Excel graph question

I am having trouble getting Excel to create the type of graph I need but I am sure there is a really simple solution that neither I nor my colleagues can think of.

I have a set of data (roughly 100 observations)

For each item I have information about:

  • cost per health gain (a numeric value)
  • severity of disease (low, medium, high. Some are described as low to medium thus spanning two categories but in a pinch those could be forced to fit into L, M, H)
  • decision (Yes, Maybe, No)

I want to show graphically how cost and severity influence our decisions.

I have been trying to make a diagram with cost on the vertical axis and severity on the horizontal axis. But I want the decision to be visible as well, for example through different colours on the individual bars or points.

Can anyone help me accomplish that? Or perhaps come up with an even better way to show it?

I’m using Excel 2003 but I can switch to a different computer and use 2007 if that makes it easier.

I have one example of this posted at www.seigle.net/graphexample.xls (70K file, created in Excel 2003).

This example uses random number generation to create data, so the data will change.

The strategy is to create a scatter graph, and use three different series, one each for Yes, No, and Maybe. Each series gets its own color. The trick is organizing the data so you can get three series out of this. The master data is in the first three columns, then there is another set of columns that filters out the data for each of the three series in the graph.

To plot a scatter graph, I had to assign numeric values for Low, Lo-to-Med, Med, and Hi. I added text boxes on the chart to show it, that is not automatic.

I had to also show data at 0 which can be ignored. I’m thinking about this some more to see if there is a more elegant solution.

Let me know if this is what you need or if you have further questions.

Have you tried a pivot table? I’d put cost in the vertical axis, severity in the horizontal axis, and average of decision in the body of the table, and graph from there. You’d need to assign numeric values to severity and decision, of course.

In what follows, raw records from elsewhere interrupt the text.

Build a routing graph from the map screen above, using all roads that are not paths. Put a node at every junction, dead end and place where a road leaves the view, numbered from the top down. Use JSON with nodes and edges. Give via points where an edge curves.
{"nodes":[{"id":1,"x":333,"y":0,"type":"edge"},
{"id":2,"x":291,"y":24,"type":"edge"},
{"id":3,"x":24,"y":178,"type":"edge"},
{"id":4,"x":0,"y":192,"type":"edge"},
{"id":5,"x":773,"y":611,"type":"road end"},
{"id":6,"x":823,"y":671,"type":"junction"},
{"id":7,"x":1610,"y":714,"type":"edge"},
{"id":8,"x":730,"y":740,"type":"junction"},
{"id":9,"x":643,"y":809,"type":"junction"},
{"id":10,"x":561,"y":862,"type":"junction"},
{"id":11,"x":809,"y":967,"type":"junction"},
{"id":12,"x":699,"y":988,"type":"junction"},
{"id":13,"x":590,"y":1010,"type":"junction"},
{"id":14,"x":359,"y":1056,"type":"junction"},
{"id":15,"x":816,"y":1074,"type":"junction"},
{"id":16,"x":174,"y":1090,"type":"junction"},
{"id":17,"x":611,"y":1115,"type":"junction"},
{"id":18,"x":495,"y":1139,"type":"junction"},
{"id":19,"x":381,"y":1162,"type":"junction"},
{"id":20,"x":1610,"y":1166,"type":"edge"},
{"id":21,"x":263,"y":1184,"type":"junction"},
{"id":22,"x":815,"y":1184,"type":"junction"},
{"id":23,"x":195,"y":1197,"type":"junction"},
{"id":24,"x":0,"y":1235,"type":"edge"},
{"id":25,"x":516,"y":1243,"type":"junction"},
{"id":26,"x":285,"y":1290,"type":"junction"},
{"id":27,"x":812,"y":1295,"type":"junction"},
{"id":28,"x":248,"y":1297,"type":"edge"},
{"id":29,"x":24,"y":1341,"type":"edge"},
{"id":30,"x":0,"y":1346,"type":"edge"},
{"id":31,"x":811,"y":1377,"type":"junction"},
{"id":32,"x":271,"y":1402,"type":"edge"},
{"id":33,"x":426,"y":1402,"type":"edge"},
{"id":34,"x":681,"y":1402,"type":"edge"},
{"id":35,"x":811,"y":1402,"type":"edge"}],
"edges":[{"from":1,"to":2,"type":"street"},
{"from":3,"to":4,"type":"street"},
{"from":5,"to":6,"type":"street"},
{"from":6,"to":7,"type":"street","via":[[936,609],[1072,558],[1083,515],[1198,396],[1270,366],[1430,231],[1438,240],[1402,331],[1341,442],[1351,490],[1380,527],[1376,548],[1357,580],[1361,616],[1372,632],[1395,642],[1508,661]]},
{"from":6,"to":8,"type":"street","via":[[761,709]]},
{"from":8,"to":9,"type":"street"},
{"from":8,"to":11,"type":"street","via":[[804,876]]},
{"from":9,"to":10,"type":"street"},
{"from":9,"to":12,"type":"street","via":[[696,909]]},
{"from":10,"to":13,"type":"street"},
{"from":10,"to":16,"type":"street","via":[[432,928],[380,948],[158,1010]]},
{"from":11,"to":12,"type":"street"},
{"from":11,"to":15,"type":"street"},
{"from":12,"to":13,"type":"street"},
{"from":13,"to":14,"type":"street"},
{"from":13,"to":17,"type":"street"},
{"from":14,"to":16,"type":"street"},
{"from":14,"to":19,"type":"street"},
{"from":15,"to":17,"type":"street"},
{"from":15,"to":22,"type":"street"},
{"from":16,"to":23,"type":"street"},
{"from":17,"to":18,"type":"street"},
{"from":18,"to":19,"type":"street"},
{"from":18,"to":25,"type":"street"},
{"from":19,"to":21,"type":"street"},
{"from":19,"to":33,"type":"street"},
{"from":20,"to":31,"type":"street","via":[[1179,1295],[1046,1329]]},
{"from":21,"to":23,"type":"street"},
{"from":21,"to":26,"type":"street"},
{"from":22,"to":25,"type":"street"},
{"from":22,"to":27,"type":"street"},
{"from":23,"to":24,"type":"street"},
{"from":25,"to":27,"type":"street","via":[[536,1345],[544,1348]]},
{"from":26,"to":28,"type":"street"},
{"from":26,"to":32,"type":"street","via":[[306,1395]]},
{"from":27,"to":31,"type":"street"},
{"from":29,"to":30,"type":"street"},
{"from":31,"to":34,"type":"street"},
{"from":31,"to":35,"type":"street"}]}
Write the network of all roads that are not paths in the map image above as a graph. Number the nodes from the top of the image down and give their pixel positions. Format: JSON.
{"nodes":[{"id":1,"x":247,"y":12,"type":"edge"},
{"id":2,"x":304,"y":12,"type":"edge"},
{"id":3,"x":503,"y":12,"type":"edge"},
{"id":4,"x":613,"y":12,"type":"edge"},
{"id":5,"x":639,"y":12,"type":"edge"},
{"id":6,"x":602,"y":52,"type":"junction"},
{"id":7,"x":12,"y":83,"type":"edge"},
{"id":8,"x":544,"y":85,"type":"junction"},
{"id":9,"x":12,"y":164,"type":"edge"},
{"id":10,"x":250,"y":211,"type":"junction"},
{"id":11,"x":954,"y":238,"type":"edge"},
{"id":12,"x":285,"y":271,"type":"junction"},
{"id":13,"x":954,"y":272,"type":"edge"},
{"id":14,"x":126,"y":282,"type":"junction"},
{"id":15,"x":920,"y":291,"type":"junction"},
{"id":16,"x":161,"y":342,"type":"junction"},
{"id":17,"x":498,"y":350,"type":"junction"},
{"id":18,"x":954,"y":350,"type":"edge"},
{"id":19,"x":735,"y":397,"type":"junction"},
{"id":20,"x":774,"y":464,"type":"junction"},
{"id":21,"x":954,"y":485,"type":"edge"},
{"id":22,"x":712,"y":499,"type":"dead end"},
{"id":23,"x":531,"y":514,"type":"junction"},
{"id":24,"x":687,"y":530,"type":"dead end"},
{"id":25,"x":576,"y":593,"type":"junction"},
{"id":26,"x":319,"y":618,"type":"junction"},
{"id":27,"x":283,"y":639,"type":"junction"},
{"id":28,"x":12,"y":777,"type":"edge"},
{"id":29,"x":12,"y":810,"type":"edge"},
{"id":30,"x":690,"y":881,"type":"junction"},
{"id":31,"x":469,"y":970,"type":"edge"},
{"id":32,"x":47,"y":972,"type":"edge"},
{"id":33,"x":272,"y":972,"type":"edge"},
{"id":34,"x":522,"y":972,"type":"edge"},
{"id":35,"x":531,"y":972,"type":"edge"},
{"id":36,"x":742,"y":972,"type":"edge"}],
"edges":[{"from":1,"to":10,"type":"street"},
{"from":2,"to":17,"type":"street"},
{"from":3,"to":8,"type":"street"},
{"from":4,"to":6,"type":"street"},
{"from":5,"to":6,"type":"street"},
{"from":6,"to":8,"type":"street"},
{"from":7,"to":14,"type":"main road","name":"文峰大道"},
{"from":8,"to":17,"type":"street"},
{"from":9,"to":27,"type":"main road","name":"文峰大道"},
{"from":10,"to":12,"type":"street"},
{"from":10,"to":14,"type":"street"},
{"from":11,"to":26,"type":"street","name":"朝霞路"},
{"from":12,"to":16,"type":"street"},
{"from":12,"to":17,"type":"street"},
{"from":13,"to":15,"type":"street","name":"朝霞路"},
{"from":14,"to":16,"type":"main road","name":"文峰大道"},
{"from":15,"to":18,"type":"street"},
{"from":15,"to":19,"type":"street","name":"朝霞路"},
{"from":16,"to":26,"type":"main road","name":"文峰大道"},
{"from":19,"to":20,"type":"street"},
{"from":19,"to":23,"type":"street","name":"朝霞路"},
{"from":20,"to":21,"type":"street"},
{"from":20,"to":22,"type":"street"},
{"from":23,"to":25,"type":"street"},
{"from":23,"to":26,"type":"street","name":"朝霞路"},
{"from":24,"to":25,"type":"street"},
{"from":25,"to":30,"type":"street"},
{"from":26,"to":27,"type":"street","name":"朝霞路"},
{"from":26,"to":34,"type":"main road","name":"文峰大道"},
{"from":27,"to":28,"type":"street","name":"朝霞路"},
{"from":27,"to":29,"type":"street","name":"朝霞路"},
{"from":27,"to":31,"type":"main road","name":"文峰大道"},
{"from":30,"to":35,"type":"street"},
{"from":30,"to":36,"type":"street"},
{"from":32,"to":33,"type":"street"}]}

Pivot tables are amazing. Once you learn how to use them (and it’s pretty straightforward, really) you will find that they are useful in all kinds of different situations. Here’s a tutorial from MS, although IIRC it doesn’t really show you just how powerful this tool really is:

Thanks CookingWithGas that accomplishes what I was trying to achieve.

I did try to mess around with pivot tables and diagrams but didn’t succeed. Pivot diagrams for example wouldn’t allow me to choose scatter plot as the diagram type.